CosyVoice Native uses Neiroha's JSON / multipart adapter and does not need the backend to pretend to be a pure OpenAI service.

  1. Start the backend: portable package uses start_portable.bat; source environment uses pixi run serve.
  2. Select CosyVoice Native.
  3. Set Base URL to the service root, default http://127.0.0.1:9880.
  4. Health Check calls /health.
  5. Fetch All reads /v1/models, /v1/audio/voices, and /api/cosyvoice/voices.
  6. Fill character fields by mode: prompt_clone needs reference audio and prompt text; cross_lingual only needs reference audio; instruct needs reference audio and instruction.

VoxCPM2 Native

VoxCPM2 Native supports registered voices, natural-language voice design, and reference-audio cloning.

  1. Start the backend: portable package uses start_portable.bat; source environment uses pixi run serve.
  2. Select VoxCPM2 Native.
  3. Set Base URL to http://127.0.0.1:8000 or your actual service address.
  4. Fetch All reads /v1/models, /v1/audio/voices, and /api/voxcpm/voices.
  5. Create characters using registered voice, design, clone, or ultimate clone.
  6. clone needs reference audio but not reference text; ultimate_clone needs reference audio and matching prompt text.

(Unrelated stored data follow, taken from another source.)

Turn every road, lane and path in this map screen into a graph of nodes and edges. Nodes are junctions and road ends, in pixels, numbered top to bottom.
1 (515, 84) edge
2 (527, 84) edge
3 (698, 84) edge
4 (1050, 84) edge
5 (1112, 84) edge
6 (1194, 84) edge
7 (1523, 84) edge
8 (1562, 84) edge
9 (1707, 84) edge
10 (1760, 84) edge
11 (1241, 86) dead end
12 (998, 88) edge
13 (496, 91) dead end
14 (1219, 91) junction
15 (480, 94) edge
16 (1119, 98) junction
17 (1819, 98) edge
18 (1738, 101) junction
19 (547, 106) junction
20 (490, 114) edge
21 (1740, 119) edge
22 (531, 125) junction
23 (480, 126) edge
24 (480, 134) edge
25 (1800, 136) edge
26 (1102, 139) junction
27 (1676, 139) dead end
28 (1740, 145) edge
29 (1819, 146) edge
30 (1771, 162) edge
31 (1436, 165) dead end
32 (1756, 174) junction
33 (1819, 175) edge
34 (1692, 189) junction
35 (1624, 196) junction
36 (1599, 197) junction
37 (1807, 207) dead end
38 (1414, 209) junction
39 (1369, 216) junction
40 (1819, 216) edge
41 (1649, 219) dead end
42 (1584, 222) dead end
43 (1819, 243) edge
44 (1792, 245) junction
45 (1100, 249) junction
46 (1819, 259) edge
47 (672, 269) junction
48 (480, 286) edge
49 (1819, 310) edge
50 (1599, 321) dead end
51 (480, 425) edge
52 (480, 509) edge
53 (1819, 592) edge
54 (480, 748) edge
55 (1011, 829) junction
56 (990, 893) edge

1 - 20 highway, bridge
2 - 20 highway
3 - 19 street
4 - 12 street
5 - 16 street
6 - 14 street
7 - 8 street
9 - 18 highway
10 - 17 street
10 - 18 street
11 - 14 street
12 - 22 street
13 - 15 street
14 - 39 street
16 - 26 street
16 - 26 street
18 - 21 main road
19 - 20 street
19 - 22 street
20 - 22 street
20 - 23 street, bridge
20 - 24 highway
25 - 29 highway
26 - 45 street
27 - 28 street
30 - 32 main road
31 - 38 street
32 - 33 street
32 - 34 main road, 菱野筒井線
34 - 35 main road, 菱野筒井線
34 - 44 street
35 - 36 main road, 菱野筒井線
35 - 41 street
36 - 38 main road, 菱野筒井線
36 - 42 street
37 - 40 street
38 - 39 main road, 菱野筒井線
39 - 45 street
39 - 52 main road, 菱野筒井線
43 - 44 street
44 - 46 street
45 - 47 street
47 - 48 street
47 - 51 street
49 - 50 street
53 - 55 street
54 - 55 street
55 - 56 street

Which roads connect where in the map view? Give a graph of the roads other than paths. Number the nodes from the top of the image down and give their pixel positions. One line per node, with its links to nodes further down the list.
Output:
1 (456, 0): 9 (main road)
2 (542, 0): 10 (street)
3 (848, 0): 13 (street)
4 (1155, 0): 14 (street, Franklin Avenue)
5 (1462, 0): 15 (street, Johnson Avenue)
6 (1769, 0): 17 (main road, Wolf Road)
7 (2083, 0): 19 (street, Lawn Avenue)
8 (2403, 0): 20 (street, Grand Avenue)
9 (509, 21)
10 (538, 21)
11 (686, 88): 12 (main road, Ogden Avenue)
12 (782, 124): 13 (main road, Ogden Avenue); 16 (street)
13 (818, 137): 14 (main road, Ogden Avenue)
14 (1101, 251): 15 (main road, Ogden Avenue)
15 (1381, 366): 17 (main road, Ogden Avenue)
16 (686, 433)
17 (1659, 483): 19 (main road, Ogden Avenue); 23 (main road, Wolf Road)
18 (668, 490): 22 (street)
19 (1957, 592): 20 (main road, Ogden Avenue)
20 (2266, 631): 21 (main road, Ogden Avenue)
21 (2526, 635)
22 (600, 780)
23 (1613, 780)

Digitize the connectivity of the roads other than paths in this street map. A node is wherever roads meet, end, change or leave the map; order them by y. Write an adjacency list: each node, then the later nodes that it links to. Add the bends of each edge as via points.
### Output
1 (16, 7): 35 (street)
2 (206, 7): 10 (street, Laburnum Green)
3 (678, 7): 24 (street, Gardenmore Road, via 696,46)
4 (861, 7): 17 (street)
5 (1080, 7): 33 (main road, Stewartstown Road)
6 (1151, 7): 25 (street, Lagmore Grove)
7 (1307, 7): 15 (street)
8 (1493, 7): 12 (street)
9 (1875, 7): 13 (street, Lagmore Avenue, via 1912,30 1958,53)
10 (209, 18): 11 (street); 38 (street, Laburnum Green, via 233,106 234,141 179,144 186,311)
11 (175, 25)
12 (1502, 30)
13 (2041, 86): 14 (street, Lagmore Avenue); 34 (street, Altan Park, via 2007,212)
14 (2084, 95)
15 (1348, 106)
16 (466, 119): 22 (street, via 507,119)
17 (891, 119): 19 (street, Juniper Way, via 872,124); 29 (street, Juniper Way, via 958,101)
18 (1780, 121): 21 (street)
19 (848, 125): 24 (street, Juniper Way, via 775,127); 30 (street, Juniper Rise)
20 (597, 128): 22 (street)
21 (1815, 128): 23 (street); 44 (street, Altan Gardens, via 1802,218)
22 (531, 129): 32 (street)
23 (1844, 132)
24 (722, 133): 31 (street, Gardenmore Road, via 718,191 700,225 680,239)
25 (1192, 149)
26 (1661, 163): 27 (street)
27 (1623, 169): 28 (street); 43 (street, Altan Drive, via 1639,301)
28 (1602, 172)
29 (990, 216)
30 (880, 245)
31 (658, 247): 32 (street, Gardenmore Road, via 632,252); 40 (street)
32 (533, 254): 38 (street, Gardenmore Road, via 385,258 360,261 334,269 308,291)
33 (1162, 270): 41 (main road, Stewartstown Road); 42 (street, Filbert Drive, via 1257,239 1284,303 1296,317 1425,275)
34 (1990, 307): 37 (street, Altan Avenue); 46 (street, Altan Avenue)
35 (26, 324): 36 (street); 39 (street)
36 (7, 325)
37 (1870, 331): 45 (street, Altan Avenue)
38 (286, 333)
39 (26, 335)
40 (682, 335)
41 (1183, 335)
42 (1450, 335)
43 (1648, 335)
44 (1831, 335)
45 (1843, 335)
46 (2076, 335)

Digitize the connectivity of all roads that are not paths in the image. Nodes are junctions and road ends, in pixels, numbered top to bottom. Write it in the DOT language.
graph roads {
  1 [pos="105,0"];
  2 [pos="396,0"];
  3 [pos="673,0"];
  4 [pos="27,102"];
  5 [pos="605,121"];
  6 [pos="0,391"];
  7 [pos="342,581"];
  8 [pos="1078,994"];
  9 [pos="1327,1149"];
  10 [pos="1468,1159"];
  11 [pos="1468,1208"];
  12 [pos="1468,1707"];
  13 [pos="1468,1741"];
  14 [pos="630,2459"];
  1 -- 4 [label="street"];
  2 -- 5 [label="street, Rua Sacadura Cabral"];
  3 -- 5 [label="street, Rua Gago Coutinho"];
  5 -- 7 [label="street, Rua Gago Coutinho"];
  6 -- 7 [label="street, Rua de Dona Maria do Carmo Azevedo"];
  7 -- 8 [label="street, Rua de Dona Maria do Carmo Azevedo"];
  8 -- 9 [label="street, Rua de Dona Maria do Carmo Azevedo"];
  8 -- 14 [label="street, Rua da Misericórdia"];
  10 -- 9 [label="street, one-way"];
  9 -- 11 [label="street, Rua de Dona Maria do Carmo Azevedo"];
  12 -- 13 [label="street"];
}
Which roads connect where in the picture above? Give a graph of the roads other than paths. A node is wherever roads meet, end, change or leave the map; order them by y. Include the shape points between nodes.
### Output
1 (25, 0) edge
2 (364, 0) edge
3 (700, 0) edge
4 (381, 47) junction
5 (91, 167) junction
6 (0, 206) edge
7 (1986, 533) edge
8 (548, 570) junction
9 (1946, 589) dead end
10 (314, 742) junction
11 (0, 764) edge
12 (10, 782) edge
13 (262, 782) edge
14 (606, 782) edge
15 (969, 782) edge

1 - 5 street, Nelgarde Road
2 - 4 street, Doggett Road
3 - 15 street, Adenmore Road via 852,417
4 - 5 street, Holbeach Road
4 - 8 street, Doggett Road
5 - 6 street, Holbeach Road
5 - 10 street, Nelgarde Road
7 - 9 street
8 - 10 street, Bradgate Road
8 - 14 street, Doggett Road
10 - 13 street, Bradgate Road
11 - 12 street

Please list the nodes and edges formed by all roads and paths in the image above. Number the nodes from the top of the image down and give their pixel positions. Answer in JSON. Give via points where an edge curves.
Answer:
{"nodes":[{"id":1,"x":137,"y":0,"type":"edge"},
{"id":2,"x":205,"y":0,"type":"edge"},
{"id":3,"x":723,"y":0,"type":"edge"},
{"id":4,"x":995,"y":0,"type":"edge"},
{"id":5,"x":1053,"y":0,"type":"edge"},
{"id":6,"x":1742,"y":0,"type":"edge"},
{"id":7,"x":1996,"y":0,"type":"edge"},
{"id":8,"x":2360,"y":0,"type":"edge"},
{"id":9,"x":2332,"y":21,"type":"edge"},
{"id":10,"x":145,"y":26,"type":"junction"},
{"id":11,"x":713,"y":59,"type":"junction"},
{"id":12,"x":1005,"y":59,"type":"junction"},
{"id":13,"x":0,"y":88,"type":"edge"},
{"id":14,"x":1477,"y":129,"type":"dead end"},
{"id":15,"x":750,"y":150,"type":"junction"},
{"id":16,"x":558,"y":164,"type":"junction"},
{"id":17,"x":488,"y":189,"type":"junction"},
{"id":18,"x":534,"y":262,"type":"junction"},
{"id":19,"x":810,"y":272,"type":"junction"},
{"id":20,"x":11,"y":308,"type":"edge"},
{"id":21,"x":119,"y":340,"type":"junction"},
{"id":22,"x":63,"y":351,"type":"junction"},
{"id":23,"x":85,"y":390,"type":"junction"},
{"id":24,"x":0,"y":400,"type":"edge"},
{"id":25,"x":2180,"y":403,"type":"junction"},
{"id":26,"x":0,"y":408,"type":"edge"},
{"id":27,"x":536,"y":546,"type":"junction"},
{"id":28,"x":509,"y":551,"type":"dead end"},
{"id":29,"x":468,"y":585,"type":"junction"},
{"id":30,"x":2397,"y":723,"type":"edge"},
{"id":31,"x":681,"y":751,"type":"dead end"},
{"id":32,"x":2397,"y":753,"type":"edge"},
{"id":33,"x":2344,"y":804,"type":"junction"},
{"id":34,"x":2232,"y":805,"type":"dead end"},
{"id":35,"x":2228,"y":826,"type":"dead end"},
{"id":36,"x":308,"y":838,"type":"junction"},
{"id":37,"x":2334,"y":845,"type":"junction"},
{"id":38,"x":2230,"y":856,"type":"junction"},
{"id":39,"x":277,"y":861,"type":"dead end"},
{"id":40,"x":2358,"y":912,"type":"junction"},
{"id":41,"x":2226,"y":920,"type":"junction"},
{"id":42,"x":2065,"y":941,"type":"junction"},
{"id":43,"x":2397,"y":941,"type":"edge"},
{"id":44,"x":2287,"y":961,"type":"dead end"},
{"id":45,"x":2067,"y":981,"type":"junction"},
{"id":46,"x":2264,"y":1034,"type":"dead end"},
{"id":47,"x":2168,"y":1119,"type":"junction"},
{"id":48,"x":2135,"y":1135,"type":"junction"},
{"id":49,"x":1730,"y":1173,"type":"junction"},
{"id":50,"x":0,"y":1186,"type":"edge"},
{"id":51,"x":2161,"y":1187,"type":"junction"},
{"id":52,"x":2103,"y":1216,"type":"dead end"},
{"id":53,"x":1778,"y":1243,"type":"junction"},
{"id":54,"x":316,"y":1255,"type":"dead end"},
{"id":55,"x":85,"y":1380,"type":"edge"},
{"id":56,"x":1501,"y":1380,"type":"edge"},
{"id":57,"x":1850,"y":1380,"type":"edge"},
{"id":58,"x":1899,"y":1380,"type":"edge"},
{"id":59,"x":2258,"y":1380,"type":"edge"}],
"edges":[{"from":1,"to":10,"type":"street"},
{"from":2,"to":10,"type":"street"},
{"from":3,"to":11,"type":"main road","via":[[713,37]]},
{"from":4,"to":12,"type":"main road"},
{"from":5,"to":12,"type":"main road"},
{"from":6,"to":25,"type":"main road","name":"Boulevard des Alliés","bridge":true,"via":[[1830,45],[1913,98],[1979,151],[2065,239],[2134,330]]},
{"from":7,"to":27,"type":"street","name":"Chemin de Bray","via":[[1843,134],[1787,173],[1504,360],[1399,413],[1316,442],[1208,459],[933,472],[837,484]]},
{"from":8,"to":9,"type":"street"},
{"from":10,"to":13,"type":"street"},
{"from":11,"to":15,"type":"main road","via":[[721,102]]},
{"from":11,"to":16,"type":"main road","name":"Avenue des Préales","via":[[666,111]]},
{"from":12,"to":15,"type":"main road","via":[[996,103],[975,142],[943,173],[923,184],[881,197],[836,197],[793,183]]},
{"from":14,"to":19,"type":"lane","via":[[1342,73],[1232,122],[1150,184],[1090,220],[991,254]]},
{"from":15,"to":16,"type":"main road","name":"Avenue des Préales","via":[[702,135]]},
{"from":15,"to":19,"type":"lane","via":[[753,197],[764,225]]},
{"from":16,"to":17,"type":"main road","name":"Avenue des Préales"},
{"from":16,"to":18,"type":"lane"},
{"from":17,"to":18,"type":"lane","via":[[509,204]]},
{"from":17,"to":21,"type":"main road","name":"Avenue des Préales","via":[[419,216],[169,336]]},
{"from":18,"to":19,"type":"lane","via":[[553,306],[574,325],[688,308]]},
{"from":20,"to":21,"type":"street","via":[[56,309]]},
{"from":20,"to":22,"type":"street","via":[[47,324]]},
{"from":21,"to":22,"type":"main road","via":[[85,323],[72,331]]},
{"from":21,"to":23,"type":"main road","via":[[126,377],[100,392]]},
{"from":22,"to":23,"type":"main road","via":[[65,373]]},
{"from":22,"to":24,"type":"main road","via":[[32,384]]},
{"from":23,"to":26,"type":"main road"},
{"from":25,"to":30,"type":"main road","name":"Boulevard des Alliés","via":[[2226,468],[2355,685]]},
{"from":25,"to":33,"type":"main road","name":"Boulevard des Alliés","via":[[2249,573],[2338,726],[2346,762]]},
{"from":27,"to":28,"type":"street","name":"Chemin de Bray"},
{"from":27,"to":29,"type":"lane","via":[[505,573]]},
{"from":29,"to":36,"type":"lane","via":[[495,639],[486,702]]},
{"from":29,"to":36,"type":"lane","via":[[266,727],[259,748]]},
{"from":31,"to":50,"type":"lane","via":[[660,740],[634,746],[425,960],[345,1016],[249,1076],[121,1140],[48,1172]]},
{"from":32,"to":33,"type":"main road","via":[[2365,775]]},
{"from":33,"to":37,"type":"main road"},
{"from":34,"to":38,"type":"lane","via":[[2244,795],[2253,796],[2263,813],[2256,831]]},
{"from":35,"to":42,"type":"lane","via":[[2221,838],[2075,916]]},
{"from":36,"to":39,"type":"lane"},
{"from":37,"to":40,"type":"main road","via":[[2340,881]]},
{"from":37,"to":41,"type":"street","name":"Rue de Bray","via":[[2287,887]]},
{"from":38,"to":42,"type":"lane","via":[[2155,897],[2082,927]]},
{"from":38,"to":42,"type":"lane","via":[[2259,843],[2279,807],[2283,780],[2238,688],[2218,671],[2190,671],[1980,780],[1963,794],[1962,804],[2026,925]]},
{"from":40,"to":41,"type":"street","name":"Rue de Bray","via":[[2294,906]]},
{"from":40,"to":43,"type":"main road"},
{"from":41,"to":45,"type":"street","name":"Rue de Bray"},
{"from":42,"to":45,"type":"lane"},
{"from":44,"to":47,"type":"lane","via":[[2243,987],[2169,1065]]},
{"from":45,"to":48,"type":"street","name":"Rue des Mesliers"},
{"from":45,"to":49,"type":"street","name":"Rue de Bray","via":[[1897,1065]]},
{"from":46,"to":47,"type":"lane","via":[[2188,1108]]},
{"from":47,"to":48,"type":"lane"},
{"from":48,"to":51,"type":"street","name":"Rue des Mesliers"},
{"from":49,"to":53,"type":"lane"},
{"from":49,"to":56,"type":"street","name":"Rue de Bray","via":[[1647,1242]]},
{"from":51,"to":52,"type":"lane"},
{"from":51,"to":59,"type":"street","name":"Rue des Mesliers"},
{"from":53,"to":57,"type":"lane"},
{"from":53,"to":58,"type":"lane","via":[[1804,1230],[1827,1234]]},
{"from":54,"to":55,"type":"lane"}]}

Android Connecting to a Local Backend

Neiroha LocationBackend LocationBase URL
Windows desktop NeirohaSame Windows machinehttp://127.0.0.1:port
Android emulatorHost Windows machinehttp://10.0.2.2:port
Android phoneLAN computerhttp://LAN-IP:port
Android phonePublic serverhttps://domain or public IP

If a phone cannot access the service, open the same address in the phone browser first. If the browser also fails, check firewall, listening address, proxy, or LAN isolation.

Common Failures

SymptomCommon CauseFix
Health Check failsWrong URL layer or unopened portOpenAI-compatible usually includes /v1; native adapters usually use service root.
Emulator cannot reach hostUsed 127.0.0.1Use 10.0.2.2.
Phone cannot reach computerFirewall block or backend only listens on localhostBind backend to 0.0.0.0 and allow the port.
Fetch All is emptyBackend lacks list APIs or the port points to the wrong serviceOpen /v1/models and voice list manually, then fill model and voice if needed.
Batch generation stallsLocal VRAM or concurrency is too highStart provider max concurrency at 1.